Designing Game Menus

One of my hobbies is - you might have noticed it already - creating complete computer games for fun, including programming the whole thing, composing the music and even creating the graphics (Not to be confused with the fact that I am working on real computer games as freelancer from time to time). Recently, I found it interesting to develop flash games using Adobe Flex, and maybe you've even played my last game Darkness Springs already.

One problem I always have when creating such games is the main menu and the user interface in general. The problem is that in games, you usually don't have standard UI components, and you are completely free to design the game dialogs. But all this freedom is actually making it more difficult: In a lot of games, this is resulting in ridiculous complicated UIs, UIs where you have no idea where you have to click at to get the result you want.

The image above shows the map selection screen in a new game I am currently working on when I have time for it. It's not a screenshot of the actual game, but a image composed using Paint.NET, which helps me to think about how the menu will look like when it is implemented. Painting game menus before implementing them really helps and avoids a lot of work.
This is now the 3rd iteration of the screen, and I think I can implement it now as it looks like. Maybe I'll finish this game up very soon afterwards, it has been idling around on my hard disk for too long already.

six comments, already:

Well, you’re a poor designer – the space behind the “springs” is really terrible ;-)
But I’m glad to see, that you’ll release a new game
Andrew - 12 08 09 - 20:53

Any special reason for using a raster editor like Paint.NET? I find a vector graphics editor like inkscape is soo much easier to mockup layouts.
Imbro () - 12 08 09 - 22:46

If talikng of standards I found UI of UT2004 map selection screen very good, easy and efficient, though you donot need video selection menu for Darkness Springs but Keyborad settings and Video options menu is very good in Crysis UI(It uses Scaleform GFX, so it should be doable in Flash). The main point of UI is to give maximum possible important options in same screen divided in groups, one part being selection menu for group and other being group items. The menu made seems sufficiently good, but vertical ordering like UT2004 will be superior considering you will add lots of more maps if not map types.
kinjalkishor () - 13 08 09 - 10:48

I kind of remember a time when we gave graphics artists more or less complete freedom in designing GUI elements (not only visually, but also behavioral), and this was kind of a bad idea (you had to move levers with the mouse and stuff like that, instead of just having two buttons)...

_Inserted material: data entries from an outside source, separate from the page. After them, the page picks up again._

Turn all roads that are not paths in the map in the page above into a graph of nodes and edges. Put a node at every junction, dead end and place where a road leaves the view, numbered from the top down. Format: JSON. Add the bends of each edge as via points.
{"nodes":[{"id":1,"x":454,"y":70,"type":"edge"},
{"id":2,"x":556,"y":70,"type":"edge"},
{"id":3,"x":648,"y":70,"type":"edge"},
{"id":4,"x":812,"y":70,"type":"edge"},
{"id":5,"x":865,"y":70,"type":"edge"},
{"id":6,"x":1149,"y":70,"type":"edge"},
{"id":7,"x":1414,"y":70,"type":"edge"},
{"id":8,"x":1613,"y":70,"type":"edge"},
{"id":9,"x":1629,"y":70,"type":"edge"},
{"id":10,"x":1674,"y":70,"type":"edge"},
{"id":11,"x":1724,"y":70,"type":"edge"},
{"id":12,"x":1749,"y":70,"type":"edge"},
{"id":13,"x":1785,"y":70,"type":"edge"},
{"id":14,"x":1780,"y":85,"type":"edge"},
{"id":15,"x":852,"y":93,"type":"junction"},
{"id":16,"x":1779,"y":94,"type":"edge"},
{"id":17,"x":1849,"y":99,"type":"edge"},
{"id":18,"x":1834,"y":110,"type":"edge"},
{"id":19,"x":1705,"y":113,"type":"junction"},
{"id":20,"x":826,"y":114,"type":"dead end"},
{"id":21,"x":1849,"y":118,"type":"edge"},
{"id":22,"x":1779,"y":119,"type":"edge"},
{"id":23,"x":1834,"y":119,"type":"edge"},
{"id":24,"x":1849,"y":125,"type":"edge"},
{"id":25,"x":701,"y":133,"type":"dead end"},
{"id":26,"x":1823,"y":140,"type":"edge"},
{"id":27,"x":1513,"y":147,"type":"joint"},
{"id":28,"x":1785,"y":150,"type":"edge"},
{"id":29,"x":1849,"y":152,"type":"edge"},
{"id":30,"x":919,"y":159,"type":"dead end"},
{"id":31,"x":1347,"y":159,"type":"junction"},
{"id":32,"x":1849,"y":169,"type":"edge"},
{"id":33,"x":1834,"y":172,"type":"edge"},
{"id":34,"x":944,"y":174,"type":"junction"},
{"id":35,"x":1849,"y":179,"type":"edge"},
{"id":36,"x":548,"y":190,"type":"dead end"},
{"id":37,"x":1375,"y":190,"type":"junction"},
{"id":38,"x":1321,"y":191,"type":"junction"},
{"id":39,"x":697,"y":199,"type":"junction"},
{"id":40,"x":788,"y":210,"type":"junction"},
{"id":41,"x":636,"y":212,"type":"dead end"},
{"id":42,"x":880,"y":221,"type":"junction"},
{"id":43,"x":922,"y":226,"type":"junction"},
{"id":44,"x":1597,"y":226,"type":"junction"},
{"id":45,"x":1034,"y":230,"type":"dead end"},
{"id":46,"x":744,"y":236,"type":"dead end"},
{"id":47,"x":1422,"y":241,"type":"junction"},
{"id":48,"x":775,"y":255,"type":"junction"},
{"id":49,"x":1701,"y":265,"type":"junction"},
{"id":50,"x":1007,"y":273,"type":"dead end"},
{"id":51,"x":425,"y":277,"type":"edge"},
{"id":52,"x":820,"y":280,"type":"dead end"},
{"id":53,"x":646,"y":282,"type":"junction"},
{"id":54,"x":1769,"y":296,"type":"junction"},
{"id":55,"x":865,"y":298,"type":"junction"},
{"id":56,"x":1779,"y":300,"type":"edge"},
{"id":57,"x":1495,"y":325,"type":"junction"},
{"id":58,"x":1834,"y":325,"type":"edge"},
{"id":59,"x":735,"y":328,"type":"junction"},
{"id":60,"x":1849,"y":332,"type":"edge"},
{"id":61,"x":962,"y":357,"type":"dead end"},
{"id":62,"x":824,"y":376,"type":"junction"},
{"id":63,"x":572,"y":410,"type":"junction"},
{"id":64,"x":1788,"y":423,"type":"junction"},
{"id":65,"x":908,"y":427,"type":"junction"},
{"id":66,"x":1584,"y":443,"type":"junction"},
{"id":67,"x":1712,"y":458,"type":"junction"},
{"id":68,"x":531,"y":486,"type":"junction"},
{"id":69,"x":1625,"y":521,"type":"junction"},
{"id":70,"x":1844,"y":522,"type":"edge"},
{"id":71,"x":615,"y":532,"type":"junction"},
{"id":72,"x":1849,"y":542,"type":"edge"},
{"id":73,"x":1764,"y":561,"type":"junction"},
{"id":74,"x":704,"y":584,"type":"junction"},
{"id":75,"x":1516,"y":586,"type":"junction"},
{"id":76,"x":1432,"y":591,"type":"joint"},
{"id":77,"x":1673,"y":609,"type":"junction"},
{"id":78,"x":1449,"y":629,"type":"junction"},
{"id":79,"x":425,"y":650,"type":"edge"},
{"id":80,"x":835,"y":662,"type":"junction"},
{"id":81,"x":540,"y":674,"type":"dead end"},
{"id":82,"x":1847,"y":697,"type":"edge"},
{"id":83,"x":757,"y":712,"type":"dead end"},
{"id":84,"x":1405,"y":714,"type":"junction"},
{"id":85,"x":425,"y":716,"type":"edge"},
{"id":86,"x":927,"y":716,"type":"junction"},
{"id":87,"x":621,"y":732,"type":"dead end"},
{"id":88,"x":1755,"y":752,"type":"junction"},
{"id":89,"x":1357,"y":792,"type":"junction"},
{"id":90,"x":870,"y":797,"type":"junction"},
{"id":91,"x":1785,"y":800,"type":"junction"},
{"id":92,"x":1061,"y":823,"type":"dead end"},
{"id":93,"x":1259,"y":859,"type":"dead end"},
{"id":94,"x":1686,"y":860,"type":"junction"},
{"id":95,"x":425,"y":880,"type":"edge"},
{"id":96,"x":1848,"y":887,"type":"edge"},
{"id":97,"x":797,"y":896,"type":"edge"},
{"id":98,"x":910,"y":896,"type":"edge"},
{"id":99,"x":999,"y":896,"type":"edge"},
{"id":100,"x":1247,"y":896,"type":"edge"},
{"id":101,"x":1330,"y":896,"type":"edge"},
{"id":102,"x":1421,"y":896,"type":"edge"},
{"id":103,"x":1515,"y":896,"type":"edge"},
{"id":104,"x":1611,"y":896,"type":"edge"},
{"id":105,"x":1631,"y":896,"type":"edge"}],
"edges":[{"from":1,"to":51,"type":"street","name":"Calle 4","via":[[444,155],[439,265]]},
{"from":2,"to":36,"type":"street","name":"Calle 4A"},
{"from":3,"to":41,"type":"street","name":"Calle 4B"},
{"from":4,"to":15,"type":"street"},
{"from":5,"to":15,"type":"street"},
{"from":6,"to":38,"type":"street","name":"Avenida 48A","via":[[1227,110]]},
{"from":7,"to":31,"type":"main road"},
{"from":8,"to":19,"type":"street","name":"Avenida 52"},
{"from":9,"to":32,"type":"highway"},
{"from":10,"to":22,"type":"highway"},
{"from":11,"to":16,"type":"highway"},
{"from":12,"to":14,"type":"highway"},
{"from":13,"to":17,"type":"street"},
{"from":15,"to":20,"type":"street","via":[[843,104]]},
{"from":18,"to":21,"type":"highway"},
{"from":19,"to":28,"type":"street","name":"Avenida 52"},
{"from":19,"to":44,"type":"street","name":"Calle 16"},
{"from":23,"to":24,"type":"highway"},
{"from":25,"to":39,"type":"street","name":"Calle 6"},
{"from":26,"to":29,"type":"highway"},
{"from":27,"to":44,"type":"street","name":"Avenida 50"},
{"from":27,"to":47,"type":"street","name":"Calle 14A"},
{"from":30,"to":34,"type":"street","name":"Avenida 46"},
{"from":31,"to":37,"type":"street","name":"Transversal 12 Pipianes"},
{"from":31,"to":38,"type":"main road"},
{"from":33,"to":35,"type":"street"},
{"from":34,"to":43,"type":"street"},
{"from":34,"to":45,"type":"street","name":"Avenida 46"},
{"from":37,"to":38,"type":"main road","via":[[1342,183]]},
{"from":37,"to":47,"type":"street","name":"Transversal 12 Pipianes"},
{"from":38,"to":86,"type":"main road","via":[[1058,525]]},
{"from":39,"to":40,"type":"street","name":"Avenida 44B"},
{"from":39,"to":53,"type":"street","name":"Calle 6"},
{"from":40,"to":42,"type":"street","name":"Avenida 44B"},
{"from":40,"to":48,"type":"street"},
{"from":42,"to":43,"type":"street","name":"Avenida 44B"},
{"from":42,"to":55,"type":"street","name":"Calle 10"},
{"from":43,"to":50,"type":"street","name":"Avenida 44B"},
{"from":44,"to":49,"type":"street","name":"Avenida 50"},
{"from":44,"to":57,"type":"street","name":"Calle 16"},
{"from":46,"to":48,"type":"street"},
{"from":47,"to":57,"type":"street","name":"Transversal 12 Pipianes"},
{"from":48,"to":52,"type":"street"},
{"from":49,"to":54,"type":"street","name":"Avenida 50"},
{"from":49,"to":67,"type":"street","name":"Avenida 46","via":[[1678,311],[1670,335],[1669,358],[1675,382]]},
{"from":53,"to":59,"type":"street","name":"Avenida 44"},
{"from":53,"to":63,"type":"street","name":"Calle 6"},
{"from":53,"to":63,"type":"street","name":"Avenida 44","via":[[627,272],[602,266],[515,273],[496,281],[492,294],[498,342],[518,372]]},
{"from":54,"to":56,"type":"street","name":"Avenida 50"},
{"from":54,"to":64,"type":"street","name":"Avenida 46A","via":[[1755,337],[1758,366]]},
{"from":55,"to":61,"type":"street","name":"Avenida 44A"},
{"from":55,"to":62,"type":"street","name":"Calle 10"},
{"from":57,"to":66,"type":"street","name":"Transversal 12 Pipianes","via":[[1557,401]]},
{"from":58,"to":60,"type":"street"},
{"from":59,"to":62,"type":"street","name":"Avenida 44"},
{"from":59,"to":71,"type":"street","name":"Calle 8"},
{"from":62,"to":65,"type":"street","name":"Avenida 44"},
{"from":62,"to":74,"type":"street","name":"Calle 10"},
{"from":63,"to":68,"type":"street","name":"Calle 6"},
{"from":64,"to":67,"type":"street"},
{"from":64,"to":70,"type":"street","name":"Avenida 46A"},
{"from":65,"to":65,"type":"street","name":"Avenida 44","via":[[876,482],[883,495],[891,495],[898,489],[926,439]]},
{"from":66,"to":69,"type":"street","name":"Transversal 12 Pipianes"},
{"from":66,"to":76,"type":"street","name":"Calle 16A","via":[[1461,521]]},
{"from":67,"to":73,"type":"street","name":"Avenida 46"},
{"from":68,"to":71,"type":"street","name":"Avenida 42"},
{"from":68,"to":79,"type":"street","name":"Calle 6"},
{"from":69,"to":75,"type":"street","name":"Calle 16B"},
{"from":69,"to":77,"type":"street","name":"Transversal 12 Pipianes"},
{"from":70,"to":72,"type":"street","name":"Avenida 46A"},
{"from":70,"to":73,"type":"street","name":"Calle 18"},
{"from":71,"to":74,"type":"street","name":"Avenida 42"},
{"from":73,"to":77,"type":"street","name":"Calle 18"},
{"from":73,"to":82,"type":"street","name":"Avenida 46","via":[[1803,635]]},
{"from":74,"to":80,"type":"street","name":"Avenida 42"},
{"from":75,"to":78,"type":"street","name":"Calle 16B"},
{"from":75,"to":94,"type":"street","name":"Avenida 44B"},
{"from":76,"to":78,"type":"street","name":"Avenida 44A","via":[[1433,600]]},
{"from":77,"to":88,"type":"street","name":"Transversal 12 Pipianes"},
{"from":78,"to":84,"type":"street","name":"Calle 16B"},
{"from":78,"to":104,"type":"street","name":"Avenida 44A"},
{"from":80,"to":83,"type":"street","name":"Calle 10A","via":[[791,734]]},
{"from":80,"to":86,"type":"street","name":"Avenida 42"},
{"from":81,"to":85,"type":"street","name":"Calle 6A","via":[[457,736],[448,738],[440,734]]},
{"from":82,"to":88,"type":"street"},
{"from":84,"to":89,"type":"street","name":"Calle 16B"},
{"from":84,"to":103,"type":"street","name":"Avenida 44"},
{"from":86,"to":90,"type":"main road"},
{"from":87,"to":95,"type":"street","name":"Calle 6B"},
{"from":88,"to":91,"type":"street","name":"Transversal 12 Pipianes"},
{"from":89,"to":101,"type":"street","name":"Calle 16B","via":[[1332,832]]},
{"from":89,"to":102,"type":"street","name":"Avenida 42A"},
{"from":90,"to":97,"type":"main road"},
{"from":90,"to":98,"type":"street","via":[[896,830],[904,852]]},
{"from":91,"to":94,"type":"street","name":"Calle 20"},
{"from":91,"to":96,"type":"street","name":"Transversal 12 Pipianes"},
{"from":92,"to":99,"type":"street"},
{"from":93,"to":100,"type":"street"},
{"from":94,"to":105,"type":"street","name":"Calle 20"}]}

For some time we tried using HTML pages for some UI prototypes, less for the final look (this is quite easily done in Photoshop or anything supporting layers, especially because you can then just dump the layers to disk individually and have all the graphics you need), but more for getting a feeling for the menu flow. Flash also kind of works for that (although it sometimes can be kind of annoying), and allowed us to interact with what otherwise would’ve been a (more or less confusing) diagram.

It would be nice, though, to have a tool that lets you toy around like that and finally produces some output that you can include directly in your game…
xaos - 13 08 09 - 10:58

@imboro: no, i actually also used inkscape for some time, but I felt’s user interface was simpler, and i don’t care if I use raster or vector graphics.

@xaos: I remember those times, hehe :)
niko - 13 08 09 - 12:04

Get rid of the play button. If they choose a campaign just start it or go to the next window. then you could use a back button instead of cancel and orient it like a website which most users are familiar with.